Herocoli, test de jeu vidéo au Living Lab

En septembre et octobre 2014, une équipe créative, passionnée de jeu vidéo, est venue au Carrefour Numérique², en résidence au Living Lab. L’objectif pour ces membres du Centre de Recherches Interdisciplinaires (CRI) : tester, avec le public de la Cité des sciences, Hero.Coli, un jeu vidéo en cours de développement sur la biologie de synthèse.

Quelques semaines après leur venue, je retrouve deux d’entre eux, Raphael Goujet et Alexandre Vaugoux, pour un retour sur ce que cette résidence leur a apporté.

Tout d’abord, pouvez-vous vous présenter ?

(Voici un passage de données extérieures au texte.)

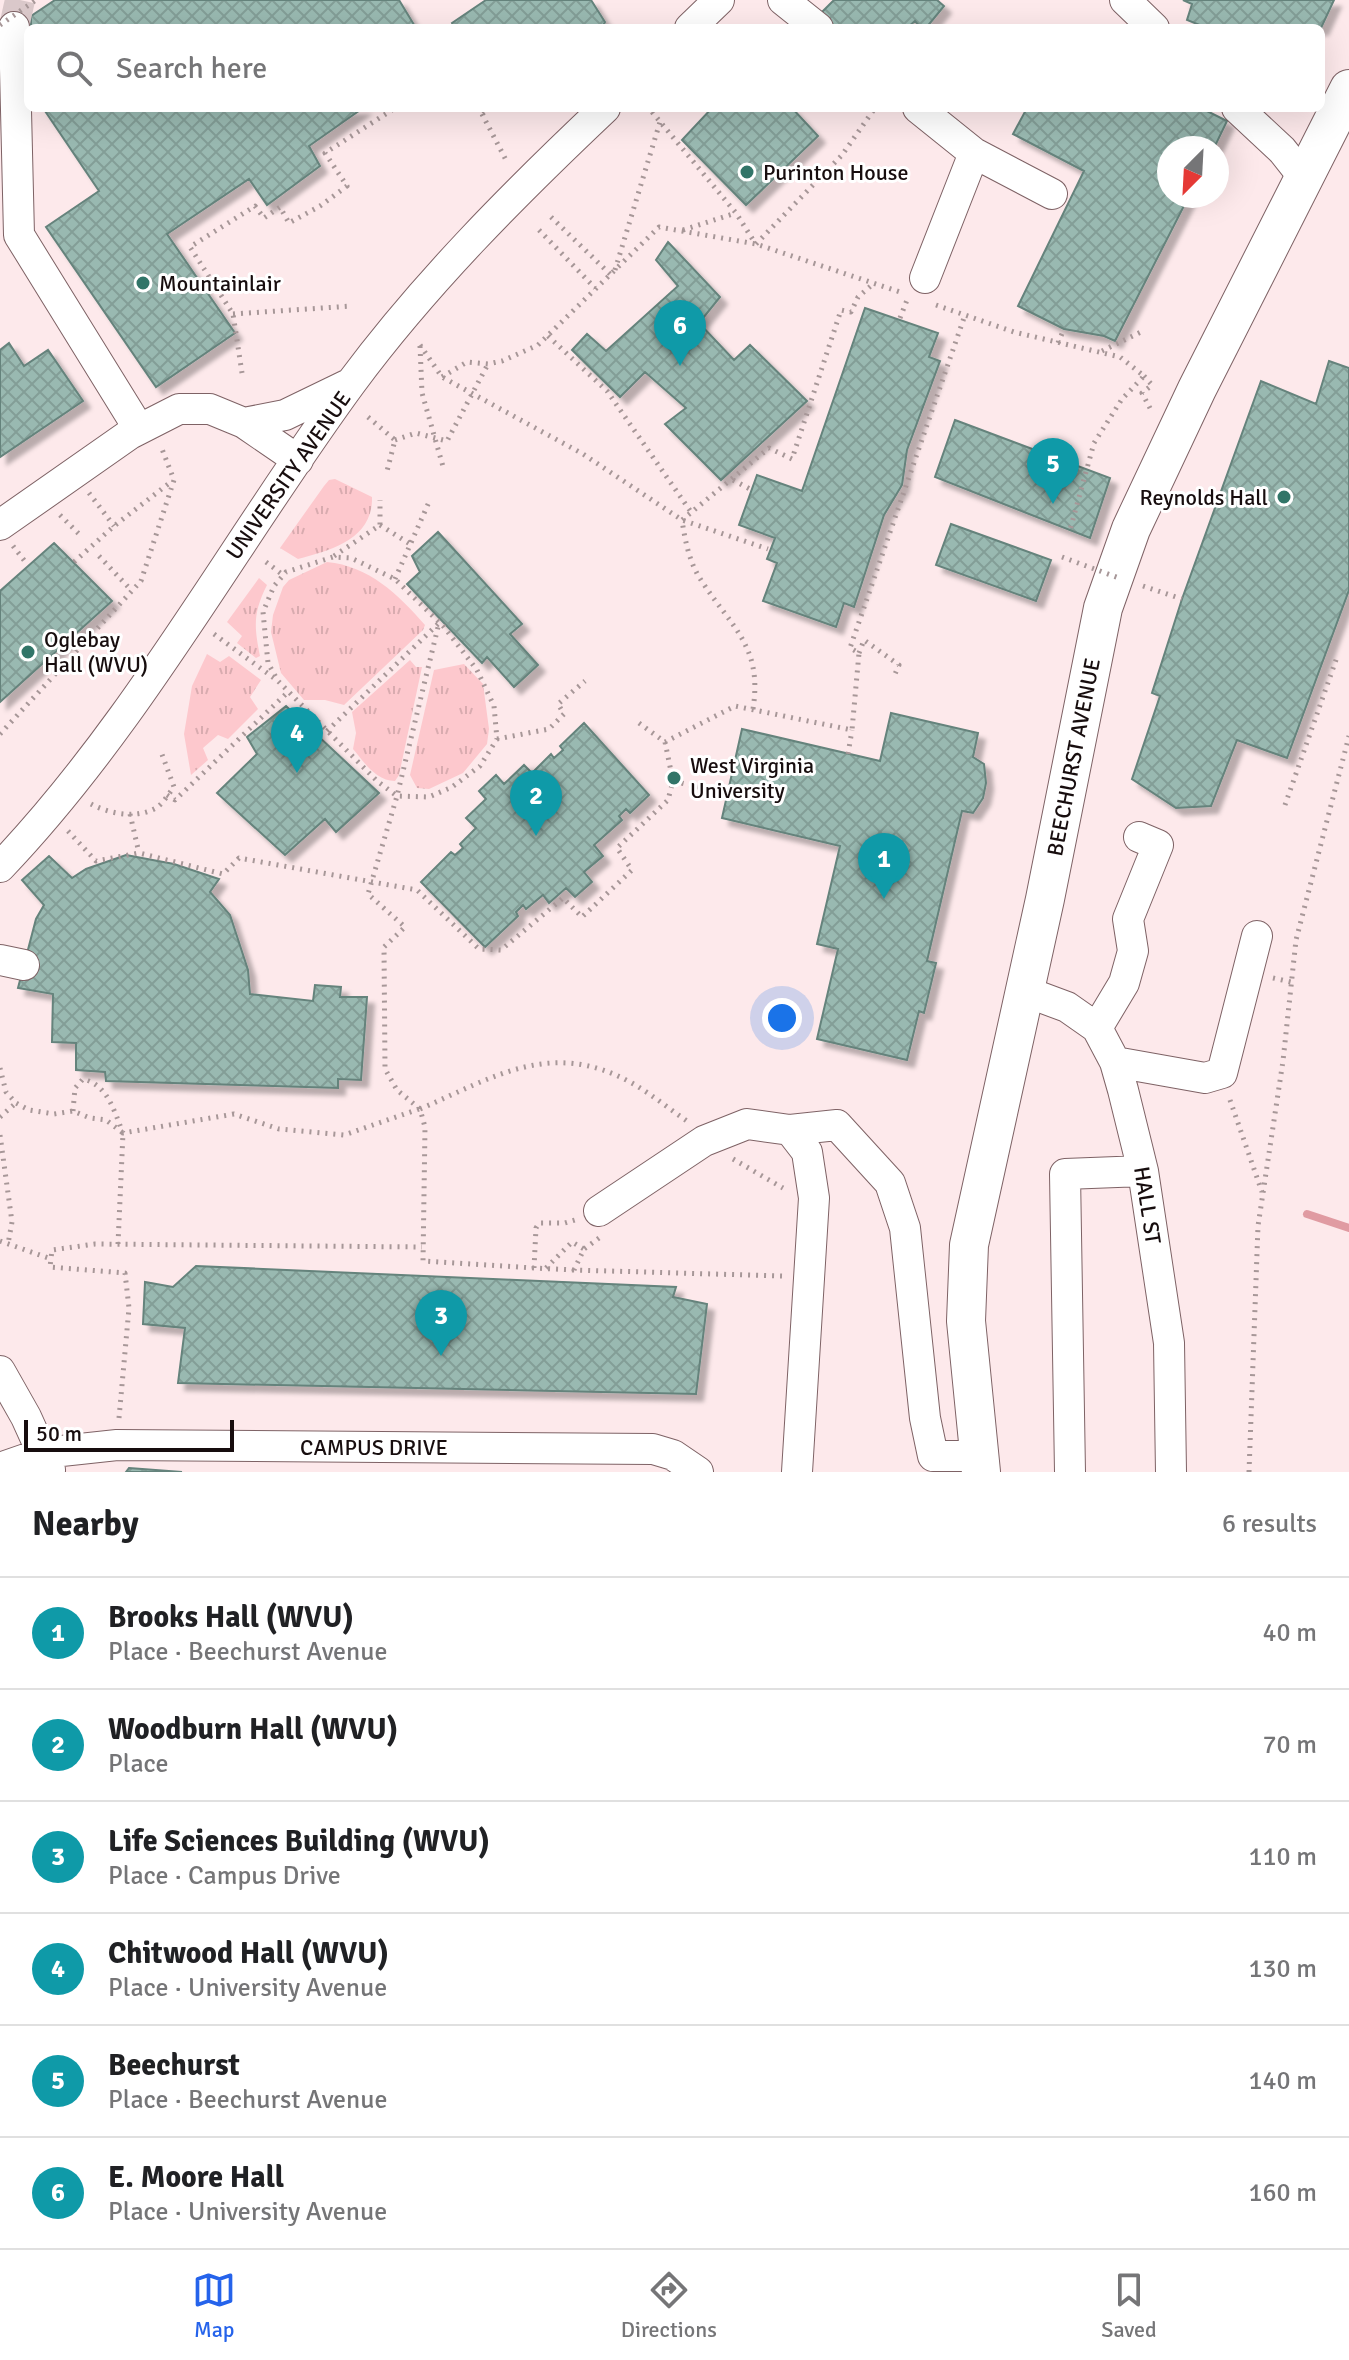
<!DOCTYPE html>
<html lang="en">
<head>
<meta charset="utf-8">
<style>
  :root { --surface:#fff; --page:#f6f6f6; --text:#202124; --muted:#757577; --line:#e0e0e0; --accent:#2563eb }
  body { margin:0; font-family:Signika,sans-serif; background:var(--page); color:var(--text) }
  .compass { position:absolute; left:1157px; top:136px; width:72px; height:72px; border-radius:50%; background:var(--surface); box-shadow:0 8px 32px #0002; rotate:204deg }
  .scale { position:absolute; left:24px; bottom:20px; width:210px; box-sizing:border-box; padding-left:8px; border:4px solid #170d0e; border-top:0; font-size:22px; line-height:28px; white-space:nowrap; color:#170d0e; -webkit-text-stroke:6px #fff; paint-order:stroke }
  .you { position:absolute; left:782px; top:1018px; width:28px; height:28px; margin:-20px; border:6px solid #fff; border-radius:50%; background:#1a73e8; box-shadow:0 0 0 12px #1a73e833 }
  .badge { display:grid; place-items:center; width:52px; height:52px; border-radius:50%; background:var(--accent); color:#fff; font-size:26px; font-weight:700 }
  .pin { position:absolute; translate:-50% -66px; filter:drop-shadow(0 2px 4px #0008) }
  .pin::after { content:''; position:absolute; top:42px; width:28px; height:24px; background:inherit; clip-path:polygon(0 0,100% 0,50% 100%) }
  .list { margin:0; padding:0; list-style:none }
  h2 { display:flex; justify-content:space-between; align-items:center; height:104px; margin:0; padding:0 32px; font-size:34px }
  h2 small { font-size:26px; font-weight:400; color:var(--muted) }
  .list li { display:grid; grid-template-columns:52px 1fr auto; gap:24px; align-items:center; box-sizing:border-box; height:112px; padding:0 32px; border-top:2px solid var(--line) }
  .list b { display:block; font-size:30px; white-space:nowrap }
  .list p { margin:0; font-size:26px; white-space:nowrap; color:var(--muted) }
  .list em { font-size:26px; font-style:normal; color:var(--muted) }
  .icon { flex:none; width:44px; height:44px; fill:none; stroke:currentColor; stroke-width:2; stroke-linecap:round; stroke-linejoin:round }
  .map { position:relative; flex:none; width:1349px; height:1472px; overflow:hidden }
  .search { position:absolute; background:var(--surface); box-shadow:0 8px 32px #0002; left:24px; right:24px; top:24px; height:88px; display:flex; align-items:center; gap:20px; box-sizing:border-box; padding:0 28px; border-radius:12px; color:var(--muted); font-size:30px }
  .sheet { height:776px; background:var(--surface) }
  nav { display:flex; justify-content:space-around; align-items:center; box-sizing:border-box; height:112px; border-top:2px solid var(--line); background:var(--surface); font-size:22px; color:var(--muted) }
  nav a { display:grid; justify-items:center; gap:4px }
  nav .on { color:var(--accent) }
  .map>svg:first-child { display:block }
</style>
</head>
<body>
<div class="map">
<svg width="1349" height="1472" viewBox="0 0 1349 1472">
  <defs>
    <pattern id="grass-tufts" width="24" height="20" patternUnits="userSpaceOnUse" patternTransform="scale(2)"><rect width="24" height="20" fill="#fdc8cd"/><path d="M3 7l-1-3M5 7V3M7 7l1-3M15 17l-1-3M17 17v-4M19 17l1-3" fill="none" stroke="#d8abaf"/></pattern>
    <pattern id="building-cross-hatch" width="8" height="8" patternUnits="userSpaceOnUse" patternTransform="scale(2)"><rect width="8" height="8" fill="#99b9b1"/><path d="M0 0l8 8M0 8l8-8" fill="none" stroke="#839e97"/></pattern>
    <filter id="shadow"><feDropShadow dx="7" dy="7" stdDeviation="2" flood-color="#0004"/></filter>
  </defs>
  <rect width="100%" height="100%" fill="#fde9eb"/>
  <path fill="url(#grass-tufts)" d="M335,479L372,497C373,539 332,550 298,559L280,548L324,486L329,480Z
    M327,562C369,566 398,594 425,625L423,630L344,705L325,700H304L281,673L271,632L273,615L283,587L289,580Z
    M259,578L267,585C253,613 254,626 260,656L256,658L237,643L242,636L227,622Z
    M207,654L220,662L229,656L261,680L250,697L258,709L228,739L218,735L203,748L208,760L191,775L184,734L192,686Z
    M410,660L416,667H422L399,775L395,781C376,781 364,762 353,749L356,733L352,712Z
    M464,664L483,684L489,729L487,744L463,773L429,789L417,788L410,775L434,670Z"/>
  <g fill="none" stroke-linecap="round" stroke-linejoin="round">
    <path stroke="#e09ba2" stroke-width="8" d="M1307,1214L1349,1228"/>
  </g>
  <path fill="url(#building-cross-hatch)" stroke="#65837c" stroke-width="2" filter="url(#shadow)" d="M55,0H399L416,28H31V16Z
    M486,0H591L605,22L602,28H455L452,23Z
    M834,0H937L944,6L926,28H921L915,21L907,28H837L820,14Z
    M1183,0H1334L1321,28H1207L1187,20L1192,4Z
    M43,108H363L309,146L320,166L267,205L249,179L167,234L235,333L156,387L46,227L99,191Z
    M712,108H792L818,136L746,205L682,140Z
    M1027,108H1201L1227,121L1214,148H1169V196H1189L1115,341L1104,336L1064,329L1018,306L1084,171L1013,134Z
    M668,242L720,297L699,323L734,360L750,345L807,401L721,480L665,424L686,408L645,372L620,397L572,350L587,334L606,351L678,286L656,260Z
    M865,308L938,333L929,357L940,361L907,450L902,485L884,515L854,607L844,603L836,627L763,601L777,563L767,559L775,538L739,525L757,475L802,491Z
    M9,343L24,366L48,350L83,401L0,457V350Z
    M1329,361L1349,368V590L1287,758L1237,740L1211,806L1176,808L1132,779L1160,696L1152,693L1182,599L1261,381L1316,404Z
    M955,420L1110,478L1090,538L935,477Z
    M951,524L1051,560L1036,601L936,565Z
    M438,532L522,624L510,634L538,665L514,687L487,657L482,663L407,584L420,572L412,556Z
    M54,543L112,601L0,702V591Z
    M286,706L379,793L336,832L325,819L285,855L217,793L257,754L247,737Z
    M891,713L978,733L973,757L984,764L986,783L983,798L973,813L962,811L927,961L936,963L924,1013L919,1011L907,1060L817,1039L838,949L817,944L840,846L722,818L742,729L880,761Z
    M584,723L649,795L630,813L626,809L619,816L622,820L594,845L603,856L584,872L592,882L575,897L566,888L549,903L543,895L526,909L523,905L516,912L518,916L485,947L421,882L451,852L455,855L463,848L460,844L476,828L466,818L486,799L479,791L496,775L504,784L524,765L532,773L551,754L554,758L563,750L560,746Z
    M126,855L174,864L219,879L210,892L230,915L248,970L250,994L313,1001L315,985L341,987L340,997H367L361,1080L338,1079V1088L106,1081L105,1072L76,1070V1043L52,1042L53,994L18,988L36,919L44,905L22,880L49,856L72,878L86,869Z
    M196,1266L676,1287L673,1297L707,1304L696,1394L178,1383L185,1328L143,1324L145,1282L173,1287Z
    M129,1468L182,1472H126Z"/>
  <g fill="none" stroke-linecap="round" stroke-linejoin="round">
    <path stroke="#dac8ca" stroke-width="30" stroke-dasharray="30 15" stroke-linecap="butt" d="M14,27L20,0"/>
    <defs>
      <path id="minor" d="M783,0L818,28
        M1125,0L1154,28
        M14,27L19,235L139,429
        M690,28L719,0
        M918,108L974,153L925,278
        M1237,108L1282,150L1305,179
        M974,153L1052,194
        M244,423L285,415L347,385
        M0,525L130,434L179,409H210L244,423L298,460
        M0,867C136,725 235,541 351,383C425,283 515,193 605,108
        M0,960L24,965
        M1024,991L1067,1007L1097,1028L1115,1062L1123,1090L1143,1171L1169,1343L1171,1472
        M1097,1028L1124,983L1133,951L1128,919L1158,845L1139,837
        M1115,1062L1205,1078L1222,1073L1257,936
        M790,1130L837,1125L890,1183L905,1228L925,1418L933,1456H979
        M599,1211L704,1141L747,1124L790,1130L807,1152L814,1198L797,1472
        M0,1371L26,1417L50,1470
        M0,1468L43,1453L117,1445L653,1449L673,1455L698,1472
        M1070,1472L1065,1174L1143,1171"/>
      <path id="major" d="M981,1472L966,1321L969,1245L1045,899L1103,608L1131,529L1197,389L1349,89"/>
    </defs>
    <use href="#minor" stroke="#7e6265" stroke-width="32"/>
    <use href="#major" stroke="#7e6265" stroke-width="40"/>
    <path stroke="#a79798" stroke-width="5" stroke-dasharray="2 6" stroke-linecap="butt" d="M478,108L482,114L490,108
      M652,112L736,213L755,243
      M482,114L506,160
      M551,217L611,275
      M539,230L595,288
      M683,230L736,213
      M756,244L842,155L875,108
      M615,270L660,122
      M936,305L1014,332L1120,357L1144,376L1122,399L1094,443L1070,530
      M233,314L352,306
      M900,318L907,300
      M548,336L607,391L691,512
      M1058,343L1064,329
      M420,345L442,377L583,454L682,520L768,549
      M420,346L422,393L444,470
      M1102,351L1145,330
      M242,373L233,314L190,247L255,206L264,218L280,207L289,223L320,206L347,186L325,153L395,108
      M1144,376L1152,385L1142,393L1151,410
      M442,377L467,362L488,364L502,361L538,345L659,227L756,244L900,292
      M368,417L395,440L386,475
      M395,440L416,433L447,441L488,364
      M733,480L750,489
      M89,493L114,526
      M60,515L79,534
      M380,525L410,544
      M13,546L27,564
      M99,556L131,590
      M334,556L380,525V500
      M74,562L114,526L172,481
      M266,562L283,575
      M395,579L429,502
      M1143,586L1182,599
      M214,634L278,681L377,781L397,796L429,797L452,787L480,766L497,739L494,706L477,670L444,627L395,579L351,558L333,557L286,572L274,586L263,612L268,663L278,681
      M859,653L864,640L899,665L895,674
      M753,709C763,646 731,627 701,580C689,562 685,540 682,520L769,448L792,459L841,310L851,312L858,297L873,284
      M639,723L665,742L735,706L852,730L859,653L850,648L965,315
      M327,731L439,623L397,796L368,894L405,927L384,947L385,1069L397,1090L420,1109
      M0,734L141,581L174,480L162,449
      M497,739L549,729L564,714L558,704L585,681
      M665,742L673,781
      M848,754L852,730
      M167,795L175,800L288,692
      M91,804C110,814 136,819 156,808C163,804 169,793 174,787L160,749
      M1285,805L1337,657
      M130,814L139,853
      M68,831L96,861L139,853L223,874L239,858L417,890L479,949L501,950L563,898L582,917L632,870L617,848L668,800L673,781L727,794
      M1273,978L1291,982
      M0,1068L6,1092L16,1103L29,1110L54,1114L73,1111L90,1118L106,1120L123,1133L118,1244
      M1230,1100L1262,1192
      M73,1111L75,1088L83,1079C108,1085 114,1111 123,1133L234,1114L279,1129L344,1135L419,1109
      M0,1117L16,1103
      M0,1135L12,1222L8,1244
      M733,1159L783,1188
      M599,1238L584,1249L574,1270L782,1276
      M0,1241L51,1259
      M534,1268L423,1261L425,1127L420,1109C494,1077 551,1039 630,1082C650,1093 668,1108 687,1121
      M546,1268L572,1242L584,1249
      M574,1270L534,1268L536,1228L539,1223H565L575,1220
      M119,1418L129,1308L125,1273L50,1267L52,1250L95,1244L422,1247
      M1249,1472L1258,1226L1283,1061L1296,940L1349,736"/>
    <use href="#minor" stroke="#fff" stroke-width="30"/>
    <use href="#major" stroke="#fff" stroke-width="38"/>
    <path stroke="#a79798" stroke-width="5" stroke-dasharray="2 6" stroke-linecap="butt" d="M0,25L36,0
      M1062,557L1119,578"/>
  </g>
  <g fill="#317568" stroke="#fff" stroke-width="3">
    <circle cx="747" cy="172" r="8"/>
    <circle cx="143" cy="283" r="8"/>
    <circle cx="1284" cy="497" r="8"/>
    <circle cx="28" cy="652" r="8"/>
    <circle cx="674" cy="778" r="8"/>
  </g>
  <g text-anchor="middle" stroke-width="6" stroke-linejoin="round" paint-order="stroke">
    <g font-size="22" fill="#170d0e" stroke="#fff" text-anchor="start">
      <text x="763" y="180">Purinton House</text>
      <text x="159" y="291">Mountainlair</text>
      <text x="1268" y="505" text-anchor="end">Reynolds Hall</text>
      <text x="44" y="647">Oglebay<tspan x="44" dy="25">Hall (WVU)</tspan></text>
      <text x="690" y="773">West Virginia<tspan x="690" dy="25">University</tspan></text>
    </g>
    <g font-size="22" fill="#170d0e" stroke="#fff">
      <text transform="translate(288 475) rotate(-55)" y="8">UNIVERSITY AVENUE</text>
      <text transform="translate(1073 757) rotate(-79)" y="8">BEECHURST AVENUE</text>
      <text transform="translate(1148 1205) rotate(81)" y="8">HALL ST</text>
      <text x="374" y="1455">CAMPUS DRIVE</text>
    </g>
  </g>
</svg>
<svg class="compass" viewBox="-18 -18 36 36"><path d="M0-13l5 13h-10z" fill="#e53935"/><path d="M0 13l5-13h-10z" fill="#757577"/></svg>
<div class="scale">50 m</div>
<div class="you"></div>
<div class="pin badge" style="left:884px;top:899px;background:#0f9aa8">1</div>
<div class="pin badge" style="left:536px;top:836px;background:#0f9aa8">2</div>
<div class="pin badge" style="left:441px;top:1356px;background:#0f9aa8">3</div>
<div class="pin badge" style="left:297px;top:773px;background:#0f9aa8">4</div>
<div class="pin badge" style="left:1053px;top:504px;background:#0f9aa8">5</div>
<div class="pin badge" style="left:680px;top:366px;background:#0f9aa8">6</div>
<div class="search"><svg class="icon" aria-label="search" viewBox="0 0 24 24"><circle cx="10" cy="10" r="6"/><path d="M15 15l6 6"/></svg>Search here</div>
</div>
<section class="sheet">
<h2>Nearby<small>6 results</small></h2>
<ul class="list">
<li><span class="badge" style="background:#0f9aa8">1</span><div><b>Brooks Hall (WVU)</b><p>Place · Beechurst Avenue</p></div><em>40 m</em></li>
<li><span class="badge" style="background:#0f9aa8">2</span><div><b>Woodburn Hall (WVU)</b><p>Place</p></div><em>70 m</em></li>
<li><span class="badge" style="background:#0f9aa8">3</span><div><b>Life Sciences Building (WVU)</b><p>Place · Campus Drive</p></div><em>110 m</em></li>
<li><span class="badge" style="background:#0f9aa8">4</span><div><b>Chitwood Hall (WVU)</b><p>Place · University Avenue</p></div><em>130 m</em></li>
<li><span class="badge" style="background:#0f9aa8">5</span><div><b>Beechurst</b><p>Place · Beechurst Avenue</p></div><em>140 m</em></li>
<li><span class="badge" style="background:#0f9aa8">6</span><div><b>E. Moore Hall</b><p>Place · University Avenue</p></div><em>160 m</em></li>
</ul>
</section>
<nav>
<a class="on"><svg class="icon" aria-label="map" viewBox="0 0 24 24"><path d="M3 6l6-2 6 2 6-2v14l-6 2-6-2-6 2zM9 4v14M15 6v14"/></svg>Map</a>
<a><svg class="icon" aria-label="directions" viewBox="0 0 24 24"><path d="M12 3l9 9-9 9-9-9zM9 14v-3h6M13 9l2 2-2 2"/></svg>Directions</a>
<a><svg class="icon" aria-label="saved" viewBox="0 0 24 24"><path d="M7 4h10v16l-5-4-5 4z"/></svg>Saved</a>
</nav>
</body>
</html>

Raphael : Benjamin Brogniart, qui malheureusement n’a pas pu venir aujourd’hui, est le créateur et game designer. Il a contribué avec les étudiants et étudiantes du CRI à poser les bases du jeu.

Alexandre Vaugoux est le community manager du projet européen Citizen Cyberlab. Son rôle est de faire connaître les projets, de nous faire participer à des événements pour améliorer leur visibilité. Il nous aide à faire connaître le jeu.

Elles n’ont pas participé à ce test chez vous, mais l’équipe comprend aussi la graphiste, Armella Leung et Helena Shomar, étudiante en biologie de synthèse et co-game designer.

Et moi, je suis le lead programmer. Je suis arrivé après la phase de design : je programme le jeu depuis juin 2013. Je vais commencer une thèse dessus pour tester, entre autres, l’efficacité du jeu en tant qu’outil d’apprentissage… il va donc continuer à évoluer.

Vous êtes venus plusieurs semaines en résidence, les mercredis après-midis. Qu’en retenez-vous ?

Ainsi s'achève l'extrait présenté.